Mourinho torna in Inghilterra, ma è solo un pupazzo.

di Gioia Bò Commenta

Lo so, questo blog sta prendendo sempre più la strada verso il calcio inglese, ma non è colpa nostra se da quelle parti prestano il fianco a critiche e commenti ironici per le loro baggianate.

L’altro giorno è spuntato il sosia di Capello, neo ct della nazionale, in grado di guadagnare 350 sterline per ogni apparizione. Fortunato certo, e fortunato anche Capello, che potrà ingaggiarlo per farsi sostituire in impegni extracalcistici poco piacevoli.

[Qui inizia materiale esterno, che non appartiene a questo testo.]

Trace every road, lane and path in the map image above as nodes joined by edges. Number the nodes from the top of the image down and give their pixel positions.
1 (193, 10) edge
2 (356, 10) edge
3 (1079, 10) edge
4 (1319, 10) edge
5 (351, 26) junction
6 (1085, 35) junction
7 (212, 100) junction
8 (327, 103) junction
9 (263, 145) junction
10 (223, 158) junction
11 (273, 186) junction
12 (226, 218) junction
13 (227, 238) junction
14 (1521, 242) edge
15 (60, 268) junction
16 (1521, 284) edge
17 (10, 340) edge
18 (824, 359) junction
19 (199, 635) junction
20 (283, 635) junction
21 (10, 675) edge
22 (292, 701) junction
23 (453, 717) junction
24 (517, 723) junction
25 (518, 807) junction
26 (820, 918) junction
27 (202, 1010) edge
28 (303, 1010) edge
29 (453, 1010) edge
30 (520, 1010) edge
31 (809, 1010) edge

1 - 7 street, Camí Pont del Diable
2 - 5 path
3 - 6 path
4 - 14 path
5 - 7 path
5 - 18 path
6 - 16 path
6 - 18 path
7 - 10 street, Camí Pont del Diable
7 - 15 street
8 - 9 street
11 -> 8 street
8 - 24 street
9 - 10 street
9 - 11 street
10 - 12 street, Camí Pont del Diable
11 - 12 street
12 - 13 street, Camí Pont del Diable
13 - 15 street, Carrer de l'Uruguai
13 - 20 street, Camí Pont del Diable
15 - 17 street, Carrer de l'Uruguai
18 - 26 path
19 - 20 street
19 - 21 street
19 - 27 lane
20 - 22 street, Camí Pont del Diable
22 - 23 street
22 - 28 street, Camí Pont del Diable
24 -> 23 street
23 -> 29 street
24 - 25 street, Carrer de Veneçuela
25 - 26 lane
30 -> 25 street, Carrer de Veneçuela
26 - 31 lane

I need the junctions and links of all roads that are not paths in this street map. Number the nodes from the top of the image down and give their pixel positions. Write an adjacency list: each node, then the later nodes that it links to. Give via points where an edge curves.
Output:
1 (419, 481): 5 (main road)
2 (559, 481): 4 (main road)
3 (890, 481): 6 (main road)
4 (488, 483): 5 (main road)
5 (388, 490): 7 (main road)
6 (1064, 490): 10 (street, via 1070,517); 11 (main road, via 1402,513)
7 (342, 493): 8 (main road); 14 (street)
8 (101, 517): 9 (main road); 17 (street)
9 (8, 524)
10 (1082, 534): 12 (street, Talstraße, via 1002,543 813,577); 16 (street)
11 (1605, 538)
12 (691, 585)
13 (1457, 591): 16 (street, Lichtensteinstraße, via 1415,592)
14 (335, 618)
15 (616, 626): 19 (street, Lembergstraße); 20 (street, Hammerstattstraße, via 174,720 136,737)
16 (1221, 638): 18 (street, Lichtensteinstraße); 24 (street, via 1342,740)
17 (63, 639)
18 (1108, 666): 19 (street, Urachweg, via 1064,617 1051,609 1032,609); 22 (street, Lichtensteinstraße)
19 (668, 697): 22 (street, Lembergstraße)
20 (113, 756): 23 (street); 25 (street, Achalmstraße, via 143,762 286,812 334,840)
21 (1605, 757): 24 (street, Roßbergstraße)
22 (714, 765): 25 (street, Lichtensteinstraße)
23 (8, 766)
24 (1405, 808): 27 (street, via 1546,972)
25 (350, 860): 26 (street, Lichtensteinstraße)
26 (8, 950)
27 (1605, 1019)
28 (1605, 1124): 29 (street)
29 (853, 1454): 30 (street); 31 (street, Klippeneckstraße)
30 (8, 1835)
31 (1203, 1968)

E chi, come il povero Mourinho, un sosia non ce l’ha? Niente paura, si crea un pupazzo con le sue fattezze e si “ingaggia” per condurre una trasmissione televisiva.
E’ l’idea di “Setanta Sports”, trasmissione sportiva di una delle reti più note in Inghilterra, che ha affidato al pupazzo-Josè le redini di una specie di telegiornale,  seguendo ovviamente il filone-comico.

Durante la trasmissione il conduttore riceve telefonate dai suoi ex giocatori, che nostalgicamente ne auspicano il ritorno sulla panchina dei Blues. Mourinho però non vuole parlare del passato e continua imperterrito nella conduzione, fino alla chiamata di  Abramovich. “Chi?” chiede Josè, fingendo di non riconoscerlo. “Compro Setanta e ti caccio anche da lì“, minaccia il russo. Povero Mourinho, aveva appena trovato un lavoro!

All’interno del contenitore sportivo del sabato sera anche un sondaggio che nella prima puntata ha chiesto ai telespettatori se sono contenti o meno del nuovo tecnico della nazionale inglese, giocando sulla parola “cabbage” che significa sia cavolo che deficiente. Risultato per certi versi scontato: il 7% non rinuncerebbe a Don Fabio, il 40% lo vorrebbe fuori dalle scatole. Ed il restante 53%? Beh, naturalmente vorrebbe  Mourinho (o il suo pupazzo?), che per ora però non ha intenzione di muoversi da lì (Abramovic permettendo).

Complimenti agli inglesi che anche stavolta ci hanno fatto ridere. E per una volta era ciò che volevano!